4. To assist in ensuring all steps have been undertaken when applying for concurrence, the Board may find it helpful to use the attached Principal Concurrence Application Checklist. It is not intended that Boards include this with applications but they may if they wish.

5. Send the application (marked confidential) to:
Industrial Relations Unit, Ministry of Education
PO Box 1666, Wellington
or, you may prefer to scan and email it to: employment.relations@education.govt.nz.

Board resolutions

The Board resolutions included with every application must:

  • approve the concurrence request and the reasons for the request
  • confirm that any concurrence sought and received for a period longer than twelve months will be subject to an annual review by the Board as to whether the circumstances still justify the payment being continued for a further period of twelve months (or that the payment be reduced or discontinued). The review should be carried out within the year to avoid retrospective decisions
  • delegate the authority to a Board member/s to make an application for concurrence
  • acknowledge that the Board accepts the liability for the additional payment or benefit and has the financial capacity to make the payment without detriment to its other activities
  • confirm that the Board intends to make the additional payment or benefit from Board funds for Board of Trustee business (rather than from Board of proprietor or trust funds).

If a statutory manager is making the application
The application must confirm that that the statutory manager is making the application for concurrence, and attest that the Board can make the payment without detriment to its other activities.
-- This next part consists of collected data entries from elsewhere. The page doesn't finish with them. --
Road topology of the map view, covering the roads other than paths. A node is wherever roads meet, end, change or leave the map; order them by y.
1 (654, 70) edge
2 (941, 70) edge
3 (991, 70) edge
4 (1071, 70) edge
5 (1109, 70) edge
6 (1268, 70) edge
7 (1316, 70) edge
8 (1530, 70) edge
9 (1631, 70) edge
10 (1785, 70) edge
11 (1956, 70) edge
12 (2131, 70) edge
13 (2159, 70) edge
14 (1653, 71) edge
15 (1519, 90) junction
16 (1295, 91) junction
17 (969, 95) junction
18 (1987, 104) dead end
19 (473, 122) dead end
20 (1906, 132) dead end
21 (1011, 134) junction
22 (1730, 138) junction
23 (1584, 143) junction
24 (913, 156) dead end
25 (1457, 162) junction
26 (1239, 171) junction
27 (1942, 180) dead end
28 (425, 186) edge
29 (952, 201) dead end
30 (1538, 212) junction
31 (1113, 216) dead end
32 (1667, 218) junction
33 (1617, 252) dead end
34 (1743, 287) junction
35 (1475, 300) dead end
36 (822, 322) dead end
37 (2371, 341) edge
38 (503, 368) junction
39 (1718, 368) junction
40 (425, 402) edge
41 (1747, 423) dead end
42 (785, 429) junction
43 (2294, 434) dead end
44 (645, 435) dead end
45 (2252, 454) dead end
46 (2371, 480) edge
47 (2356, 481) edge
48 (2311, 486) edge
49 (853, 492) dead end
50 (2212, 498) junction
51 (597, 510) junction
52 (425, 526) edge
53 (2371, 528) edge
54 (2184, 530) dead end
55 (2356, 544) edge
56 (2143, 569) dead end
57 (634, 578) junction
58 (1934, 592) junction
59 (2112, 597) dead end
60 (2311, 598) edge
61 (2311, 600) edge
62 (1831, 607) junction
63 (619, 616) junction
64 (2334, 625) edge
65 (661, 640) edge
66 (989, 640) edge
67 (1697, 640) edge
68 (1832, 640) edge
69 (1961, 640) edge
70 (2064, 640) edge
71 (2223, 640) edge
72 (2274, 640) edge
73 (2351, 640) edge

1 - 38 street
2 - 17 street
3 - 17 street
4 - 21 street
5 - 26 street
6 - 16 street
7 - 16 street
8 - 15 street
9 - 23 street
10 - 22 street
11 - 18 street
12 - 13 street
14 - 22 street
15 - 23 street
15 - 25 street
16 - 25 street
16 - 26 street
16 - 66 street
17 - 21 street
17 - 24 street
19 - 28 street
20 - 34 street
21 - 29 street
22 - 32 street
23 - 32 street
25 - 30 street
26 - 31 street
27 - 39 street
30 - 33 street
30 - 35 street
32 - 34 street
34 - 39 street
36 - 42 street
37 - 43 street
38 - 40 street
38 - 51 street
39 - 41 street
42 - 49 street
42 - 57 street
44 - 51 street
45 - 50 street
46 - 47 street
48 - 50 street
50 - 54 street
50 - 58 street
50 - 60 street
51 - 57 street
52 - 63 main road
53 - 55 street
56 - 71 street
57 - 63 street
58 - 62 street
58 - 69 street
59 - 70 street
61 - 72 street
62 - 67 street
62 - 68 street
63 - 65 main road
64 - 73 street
Where concurrence is granted

The Ministry will write to the Board confirming that concurrence has been granted or declined.

If the Board provided the completed NOVO2t with the application and gave an instruction to the Ministry to process payment if the application is granted, this will be done on behalf of the Board. The Board will be provided a letter informing them that the application was successful and that payment will begin.

If the Board did not provide a completed NOVO2t form with the application it must provide the Novopay Service Centre with:

Issued by

Nick Kyrke-Smith, Acting Senior Manager Industrial Relations, Education Workforce, Student Achievement 
Ministry of Education, National Office, 45–47 Pipitea Street, Thorndon, P O Box 1666, Wellington, New Zealand
Tel 04-463 8000, Fax 04-463 8001, Email employment.relations@education.govt.nz

Footnotes:

  1. Sensitive payments fall under what the Office of the Auditor-General defines as “sensitive expenditure”, i.e. expenditure by a public entity that provides, has the potential to provide, or has the perceived potential to provide a private benefit to an individual staff member of a public entity that is additional to the business benefit to the entity of the expenditure. It also includes expenditure by a public entity that could be considered unusual for the entity’s purpose and/or functions.
  2. Boards should seek advice about the taxation implications of lump-sum payments.  See Appendix A (see download).
  3. For example, the Ministry will not grant concurrence for a payment to recognise the decile or U-grade of a school, or compensate for a reduction in salary due to change in decile or U-grade, as these are already compensated for in the principal’s salary.
  4. As indicated in ‘sensitive payments’, these must be primarily work related and give only a very small, if any, private benefit.  For example, the Ministry will not grant concurrence to: provision of a vehicle for non-work related use, for allowances for transport to and from work, insurances, subsidised housing rental, non-work related Koru Club membership, or personal grooming expenses.
  5. If the school has a statutory manager with authority for employment and financial matters, the statutory manager must make the application for concurrence.